**WHAT YOU NEED TO DO:** Of all the lines in the records below, copy only those that contain the string "nodes".

►

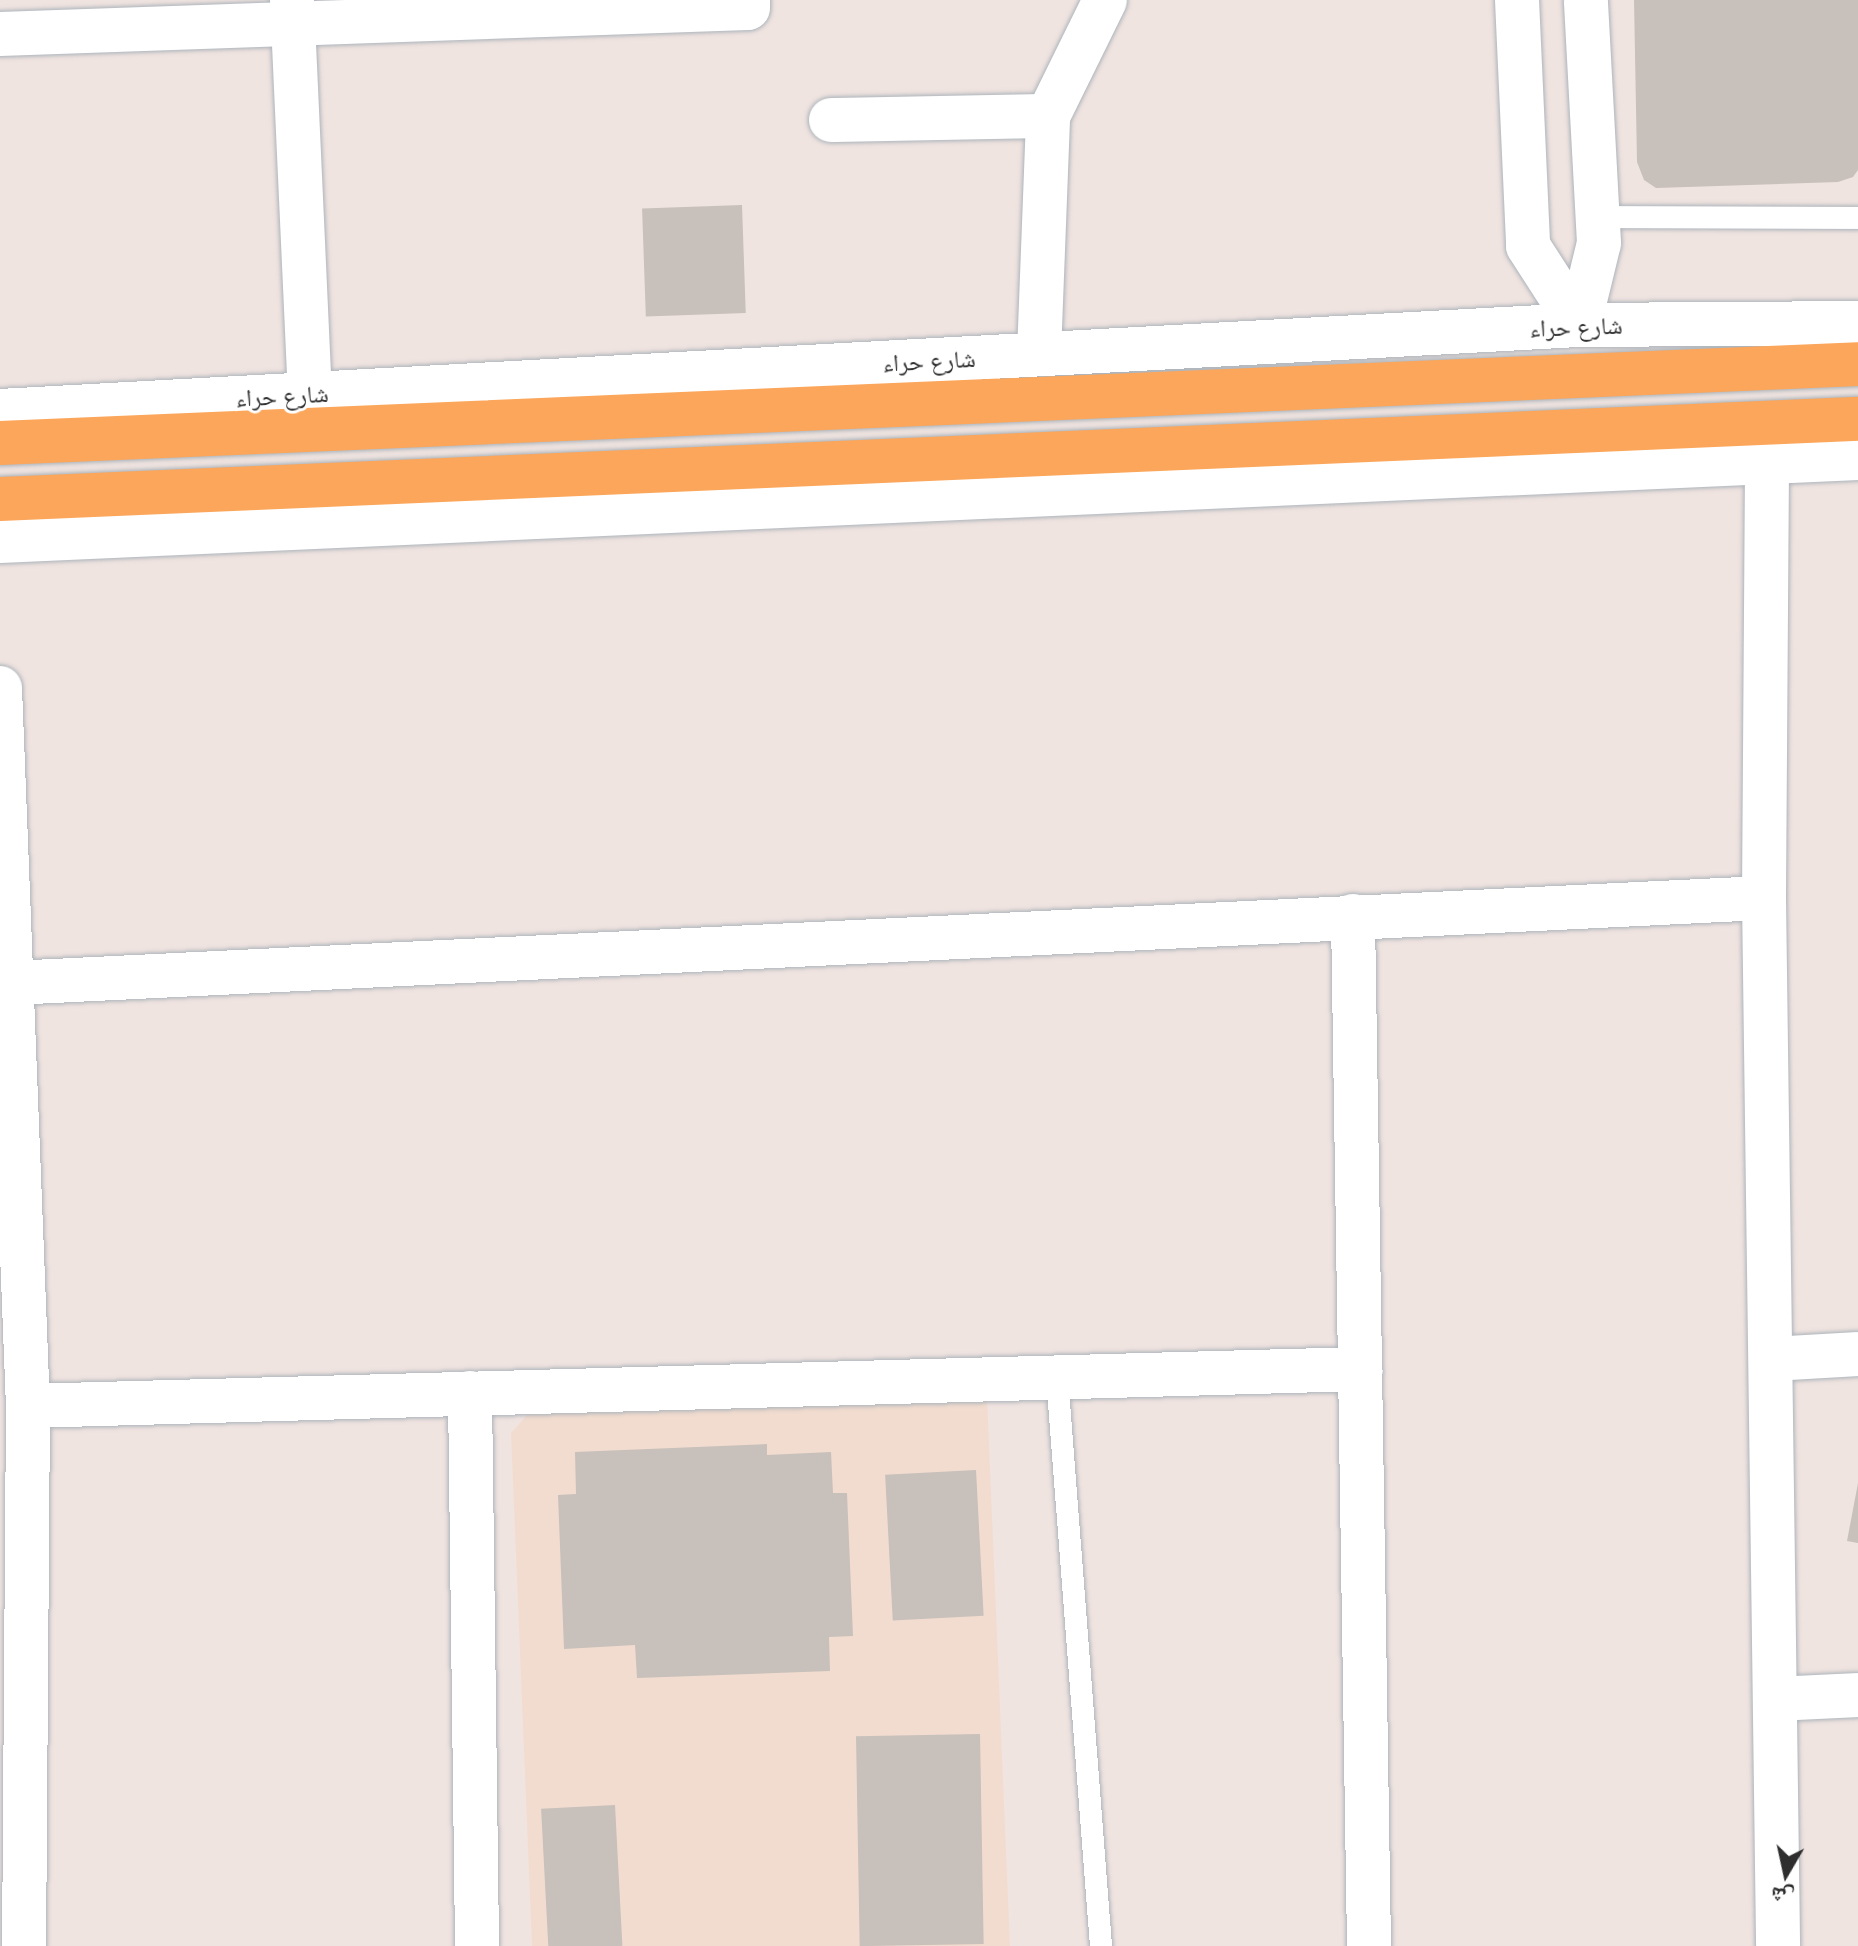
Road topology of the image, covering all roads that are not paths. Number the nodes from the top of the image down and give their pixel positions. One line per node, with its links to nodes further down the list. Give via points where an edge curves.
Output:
1 (748, 0): 5 (street, via 748,8)
2 (1105, 0): 7 (street)
3 (1517, 0): 12 (street, via 1528,246)
4 (1586, 0): 9 (street)
5 (292, 12): 6 (street); 15 (street)
6 (0, 34)
7 (1048, 116): 8 (street); 13 (street)
8 (831, 120)
9 (1598, 217): 10 (lane); 12 (street, via 1599,243)
10 (1858, 218)
11 (1858, 323): 12 (street, شارع حراء)
12 (1579, 325): 13 (street, شارع حراء)
13 (1039, 354): 15 (street, شارع حراء)
14 (1858, 364): 18 (main road, شارع حراء)
15 (310, 393): 16 (street, شارع حراء)
16 (0, 411)
17 (1858, 419): 21 (main road)
18 (0, 443)
19 (1858, 458): 20 (street)
20 (1767, 466): 22 (street); 24 (street)
21 (0, 499)
22 (0, 541)
23 (0, 688): 26 (street)
24 (1764, 898): 25 (street); 28 (street)
25 (1353, 916): 26 (street); 29 (street)
26 (12, 983): 32 (street)
27 (1858, 1354): 28 (street)
28 (1772, 1359): 34 (street)
29 (1360, 1369): 30 (street); 38 (street)
30 (1057, 1377): 31 (street); 37 (lane)
31 (470, 1393): 32 (street); 36 (street)
32 (28, 1406): 35 (street)
33 (1858, 1695): 34 (street)
34 (1776, 1699): 39 (street)
35 (24, 1946)
36 (477, 1946)
37 (1101, 1946)
38 (1369, 1946)
39 (1778, 1946)

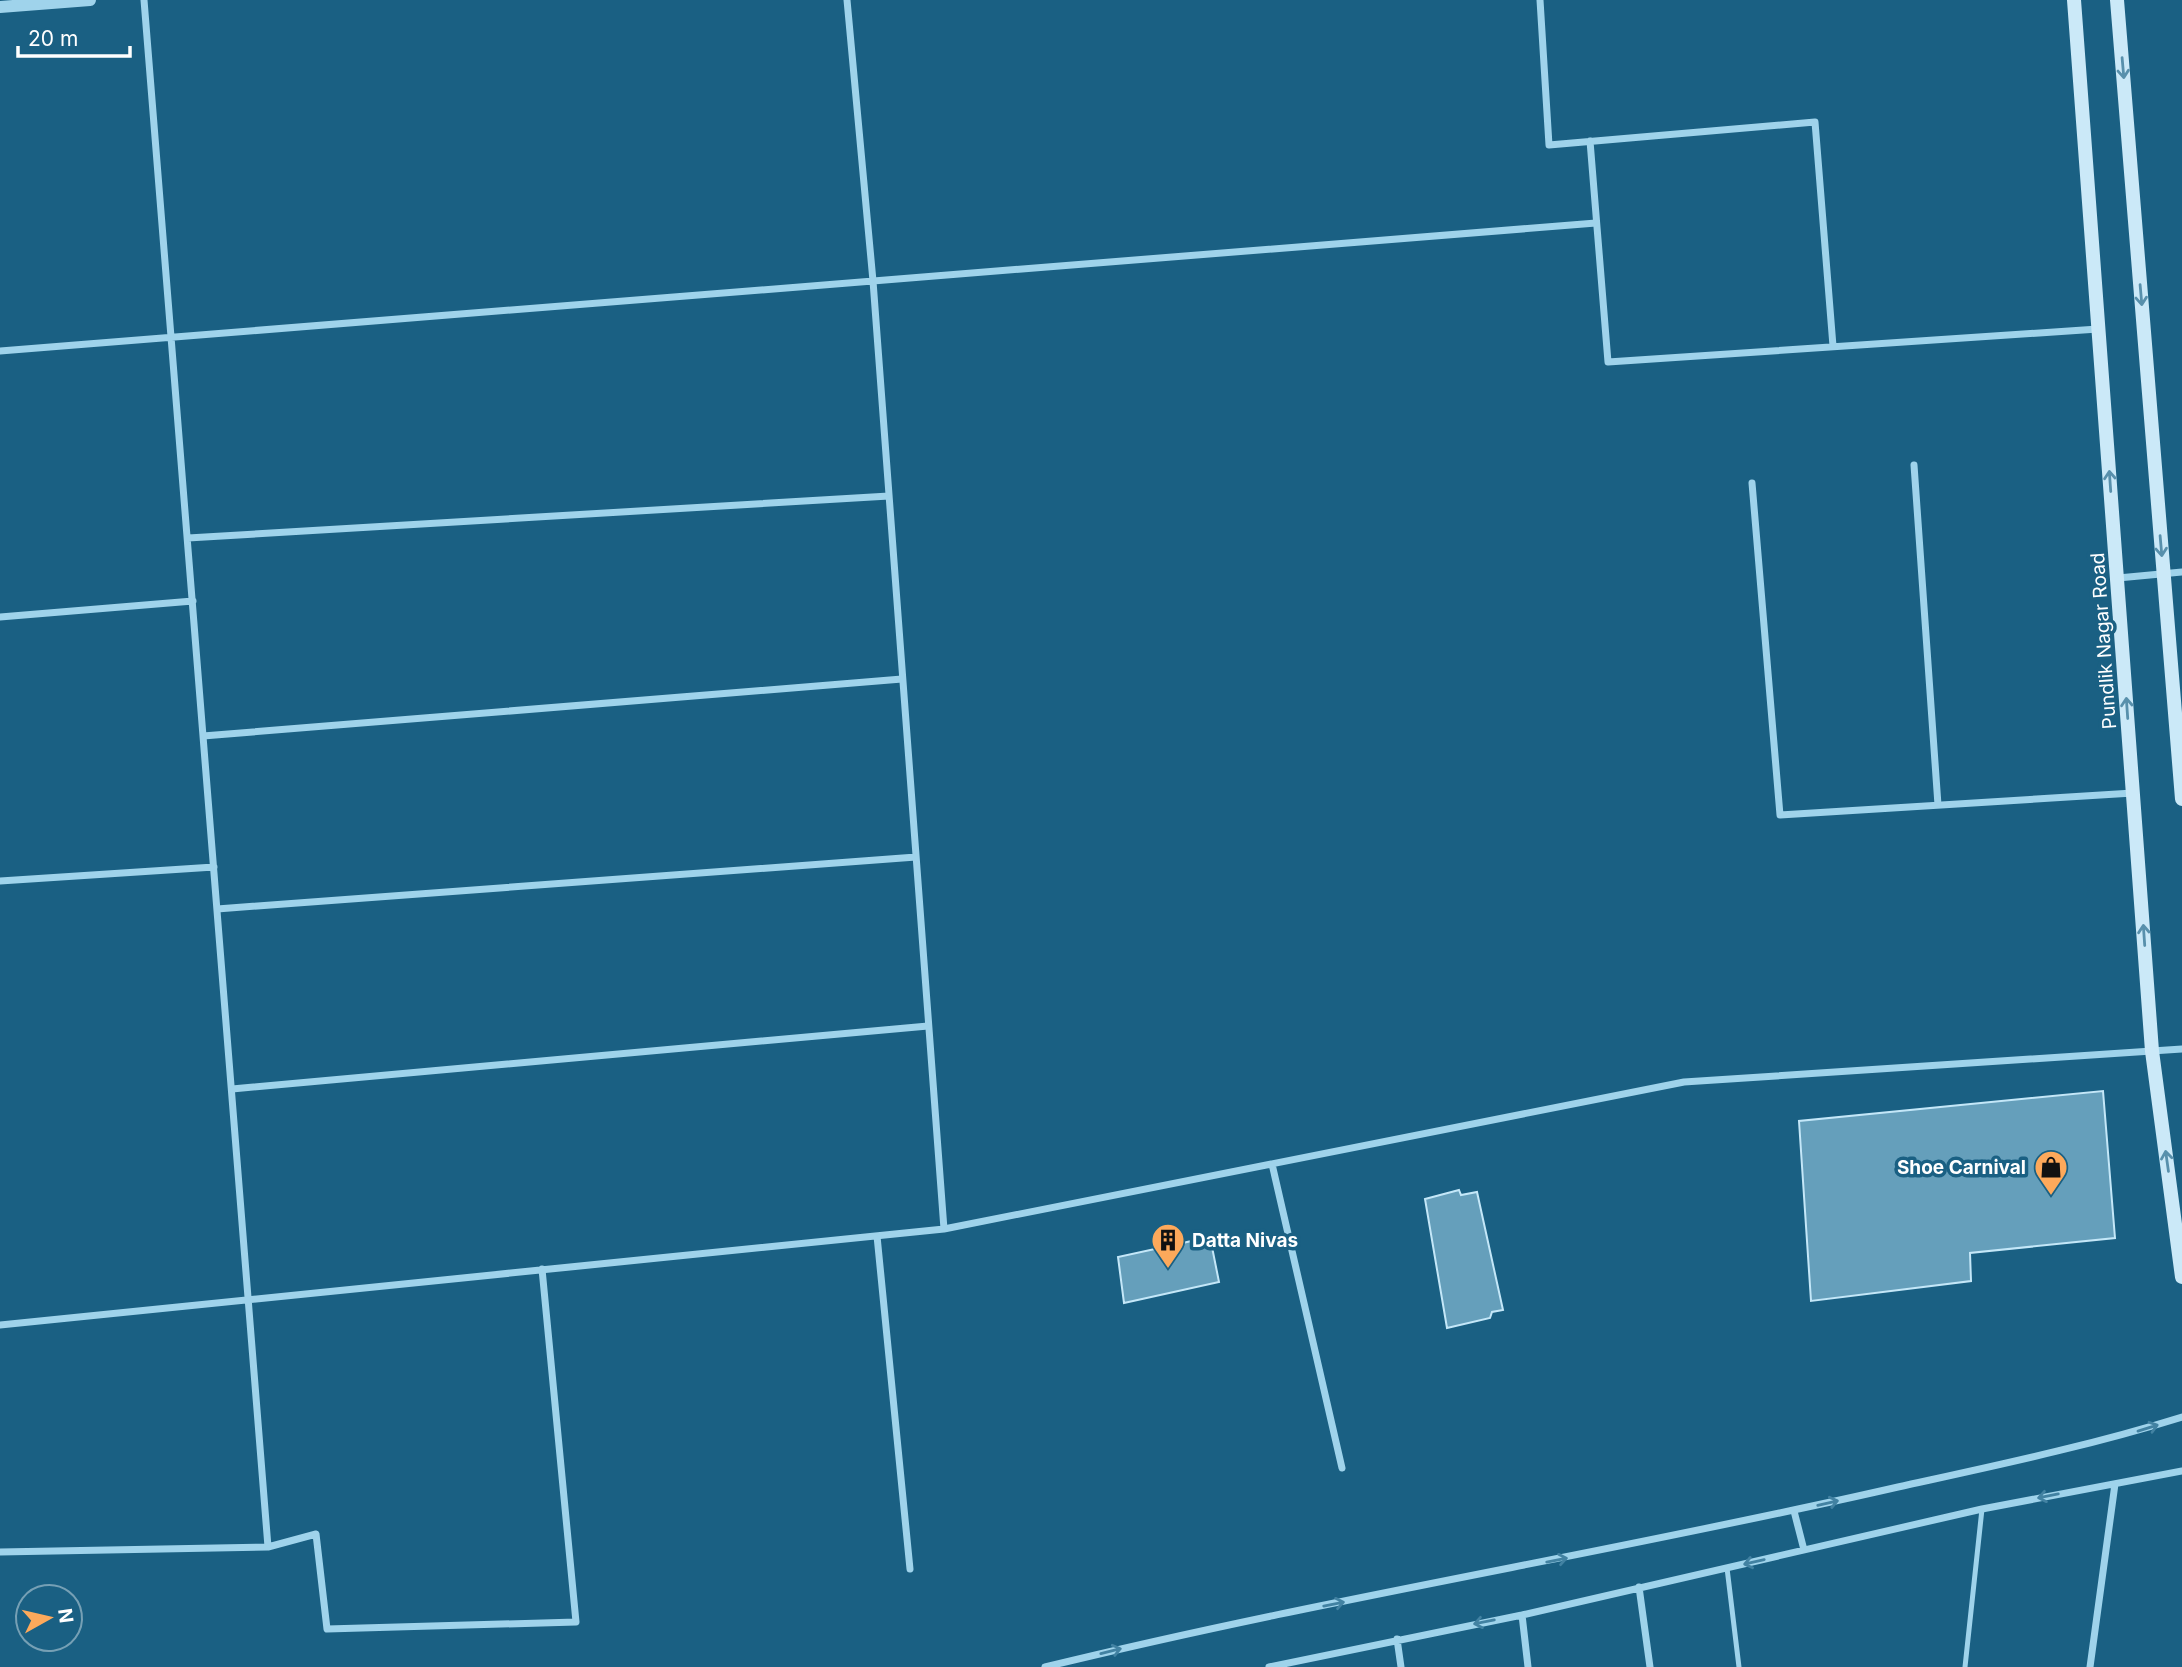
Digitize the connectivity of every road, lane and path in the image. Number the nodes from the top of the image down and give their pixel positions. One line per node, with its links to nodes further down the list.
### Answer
1 (90, 0): 7 (street)
2 (144, 0): 12 (street)
3 (847, 0): 10 (street)
4 (1540, 0): 8 (street)
5 (2074, 0): 11 (main road, Pundlik Nagar Road)
6 (2117, 0): 20 (main road, one-way to 20)
7 (0, 7)
8 (1590, 141): 9 (street); 13 (street)
9 (1596, 223): 10 (street); 13 (street)
10 (873, 281): 12 (street); 17 (street)
11 (2098, 328): 13 (street); 21 (main road, Pundlik Nagar Road, one-way to 11)
12 (171, 337): 14 (street); 18 (street)
13 (1833, 346)
14 (0, 351)
15 (1914, 465): 28 (street)
16 (1752, 483): 28 (street)
17 (889, 496): 18 (street); 24 (street)
18 (187, 538): 22 (street)
19 (2182, 572): 20 (street)
20 (2164, 573): 21 (street); 27 (main road)
21 (2118, 578): 26 (main road, Pundlik Nagar Road, one-way to 21)
22 (193, 601): 23 (street); 25 (street)
23 (0, 617)
24 (902, 679): 25 (street); 29 (street)
25 (203, 736): 30 (street)
26 (2134, 793): 28 (street); 35 (main road, Pundlik Nagar Road, one-way to 26)
27 (2182, 799)
28 (1938, 805)
29 (916, 857): 32 (street); 33 (street)
30 (214, 867): 31 (street); 32 (street)
31 (0, 881)
32 (217, 909): 36 (street)
33 (928, 1026): 36 (street); 38 (street)
34 (2182, 1049): 35 (street)
35 (2152, 1051): 37 (street); 41 (main road, Pundlik Nagar Road, one-way to 35)
36 (232, 1089): 42 (street)
37 (1272, 1164): 38 (street); 45 (street)
38 (944, 1229): 39 (street)
39 (877, 1236): 40 (street); 54 (street)
40 (542, 1269): 42 (street); 50 (street)
41 (2182, 1277)
42 (248, 1298): 43 (street); 50 (street)
43 (0, 1325)
44 (2182, 1417): 49 (street, one-way to 44)
45 (1342, 1468)
46 (2182, 1471): 47 (street)
47 (2115, 1484): 48 (street, one-way to 48); 65 (street)
48 (1982, 1508): 51 (street); 64 (lane)
49 (1794, 1511): 51 (street); 58 (street, one-way to 49)
50 (268, 1547): 52 (street)
51 (1804, 1550): 53 (street, one-way to 53)
52 (0, 1552)
53 (1727, 1568): 55 (street); 63 (lane)
54 (910, 1569)
55 (1639, 1587): 56 (street); 62 (street)
56 (1522, 1615): 57 (street, one-way to 57); 61 (street)
57 (1397, 1639): 59 (street); 60 (street)
58 (1045, 1667)
59 (1269, 1667)
60 (1401, 1667)
61 (1528, 1667)
62 (1650, 1667)
63 (1739, 1667)
64 (1965, 1667)
65 (2090, 1667)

◄

**SOLUTION TO THE PROBLEM:**
Road topology of the image, covering all roads that are not paths. Number the nodes from the top of the image down and give their pixel positions. One line per node, with its links to nodes further down the list. Give via points where an edge curves.
Digitize the connectivity of every road, lane and path in the image. Number the nodes from the top of the image down and give their pixel positions. One line per node, with its links to nodes further down the list.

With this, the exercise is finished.